5. En estimant que le moyen tiré de ce que les faits, mentionnés au point précédent, imputés à M. B... ne sont pas de nature à justifier le retrait de ses autorisations de faire courir, d'entraîner, de monter et de driver des chevaux de course est propre à créer un doute sérieux quant à la légalité des mesures de police litigieuses, alors que ces faits n'étaient pas sérieusement contestés par l'intéressé et que la poursuite de l'activité de M. B... était susceptible de porter atteinte au bon déroulement des courses hippiques et des paris dont elles sont le support et, ainsi, de créer des troubles à l'ordre public, le juge des référés a dénaturé les pièces du dossier qui lui était soumis.

6. Il résulte de ce qui précède que, sans qu'il soit besoin de se prononcer sur l'autre moyen de son pourvoi, le ministre de l'intérieur est fondé à demander l'annulation de l'ordonnance qu'il attaque.

7. Il y a lieu, dans les circonstances de l'espèce, de régler l'affaire au titre de la procédure de référé engagée, en application de l'article L. 821-2 du code de justice administrative.

8. Pour demander la suspension des décisions contestées, M. B... soutient qu'elles sont entachées d'insuffisance de motivation et que le retrait de ses autorisations de faire courir, d'entraîner, de monter et de driver des chevaux de course n'est ni nécessaire ni proportionné. Aucun de ces moyens n'est propre à créer, en l'état de l'instruction, un doute sérieux quant à la légalité de ces décisions.

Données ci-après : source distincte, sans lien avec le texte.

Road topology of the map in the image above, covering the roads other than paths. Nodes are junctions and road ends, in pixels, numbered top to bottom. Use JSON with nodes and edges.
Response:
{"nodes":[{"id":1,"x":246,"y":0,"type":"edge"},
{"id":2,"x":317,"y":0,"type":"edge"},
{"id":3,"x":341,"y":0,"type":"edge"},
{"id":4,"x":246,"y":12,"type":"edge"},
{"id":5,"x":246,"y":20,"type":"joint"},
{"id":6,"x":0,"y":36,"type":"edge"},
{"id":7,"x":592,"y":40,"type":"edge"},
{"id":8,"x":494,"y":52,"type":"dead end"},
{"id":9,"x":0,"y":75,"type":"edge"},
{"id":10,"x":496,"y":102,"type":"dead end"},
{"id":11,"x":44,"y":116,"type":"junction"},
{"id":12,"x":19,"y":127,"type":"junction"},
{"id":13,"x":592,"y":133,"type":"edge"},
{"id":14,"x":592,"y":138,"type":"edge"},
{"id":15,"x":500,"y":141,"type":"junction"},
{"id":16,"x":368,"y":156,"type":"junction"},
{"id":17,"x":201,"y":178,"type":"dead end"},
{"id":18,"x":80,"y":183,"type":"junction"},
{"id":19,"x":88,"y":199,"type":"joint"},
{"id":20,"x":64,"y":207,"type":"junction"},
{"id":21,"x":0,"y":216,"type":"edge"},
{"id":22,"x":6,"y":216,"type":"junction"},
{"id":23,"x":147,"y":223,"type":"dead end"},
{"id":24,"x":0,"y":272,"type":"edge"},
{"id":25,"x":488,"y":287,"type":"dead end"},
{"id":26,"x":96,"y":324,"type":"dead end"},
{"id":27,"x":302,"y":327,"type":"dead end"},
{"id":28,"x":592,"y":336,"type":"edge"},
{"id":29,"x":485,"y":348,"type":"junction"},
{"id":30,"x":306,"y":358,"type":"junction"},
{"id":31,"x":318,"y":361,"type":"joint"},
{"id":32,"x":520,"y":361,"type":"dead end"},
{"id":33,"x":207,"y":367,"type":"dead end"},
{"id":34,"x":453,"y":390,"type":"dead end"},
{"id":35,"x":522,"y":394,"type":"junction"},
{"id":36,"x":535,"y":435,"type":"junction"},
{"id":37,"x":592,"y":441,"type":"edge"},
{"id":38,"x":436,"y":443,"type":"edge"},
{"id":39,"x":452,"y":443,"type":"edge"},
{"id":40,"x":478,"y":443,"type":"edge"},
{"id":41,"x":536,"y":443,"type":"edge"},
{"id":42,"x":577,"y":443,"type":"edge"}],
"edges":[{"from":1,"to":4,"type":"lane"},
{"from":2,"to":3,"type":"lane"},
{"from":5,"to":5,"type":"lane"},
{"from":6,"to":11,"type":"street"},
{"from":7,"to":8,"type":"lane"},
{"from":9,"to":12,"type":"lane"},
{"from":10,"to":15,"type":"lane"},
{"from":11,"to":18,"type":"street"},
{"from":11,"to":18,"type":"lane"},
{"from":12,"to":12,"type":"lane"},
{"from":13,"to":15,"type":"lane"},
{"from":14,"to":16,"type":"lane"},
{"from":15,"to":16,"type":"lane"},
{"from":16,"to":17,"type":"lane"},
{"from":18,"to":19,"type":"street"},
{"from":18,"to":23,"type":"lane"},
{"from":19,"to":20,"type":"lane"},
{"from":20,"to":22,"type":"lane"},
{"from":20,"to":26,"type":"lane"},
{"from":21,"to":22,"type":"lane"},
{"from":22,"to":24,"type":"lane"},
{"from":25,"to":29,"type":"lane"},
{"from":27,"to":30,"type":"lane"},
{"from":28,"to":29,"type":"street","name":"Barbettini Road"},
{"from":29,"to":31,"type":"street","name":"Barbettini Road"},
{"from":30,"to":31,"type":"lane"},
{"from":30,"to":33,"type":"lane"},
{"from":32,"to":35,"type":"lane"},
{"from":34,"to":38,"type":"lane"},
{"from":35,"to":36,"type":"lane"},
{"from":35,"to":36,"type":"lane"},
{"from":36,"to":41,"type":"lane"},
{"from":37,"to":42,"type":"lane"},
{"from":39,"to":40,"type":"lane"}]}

9. Il résulte de ce qui précède que, sans qu'il soit besoin de se prononcer sur la condition d'urgence, M. B... n'est pas fondé à demander la suspension de l'exécution des décisions du 12 novembre 2021 du ministre de l'intérieur et de l'association France Galop.

10. Les dispositions de l'article L. 761-1 du code de justice administrative font obstacle à ce que soit mise à la charge de l'Etat et de la société France Galop, qui ne sont pas les parties perdantes dans la présente instance, la somme que demande, à ce titre, M. B.... Il n'y a pas lieu, dans les circonstances de l'espèce, de mettre à la charge de M. B... la somme que demande, au même titre, l'association France Galop.

D E C I D E :

--------------

Article 1er : L'ordonnance du juge des référés du tribunal administratif d'Amiens du 7 décembre 2021 est annulée.

Article 2 : La demande présentée par M. B... devant le juge des référés du tribunal administratif d'Amiens est rejetée.

Article 3 : Les conclusions présentées par l'association France Galop au titre de l'article L. 761-1 du code de justice administrative sont rejetées.

Article 4 : La présente décision sera notifiée au ministre de l'intérieur et des outre-mer et à M. A... B....

Copie en sera adressée à l'association France Galop.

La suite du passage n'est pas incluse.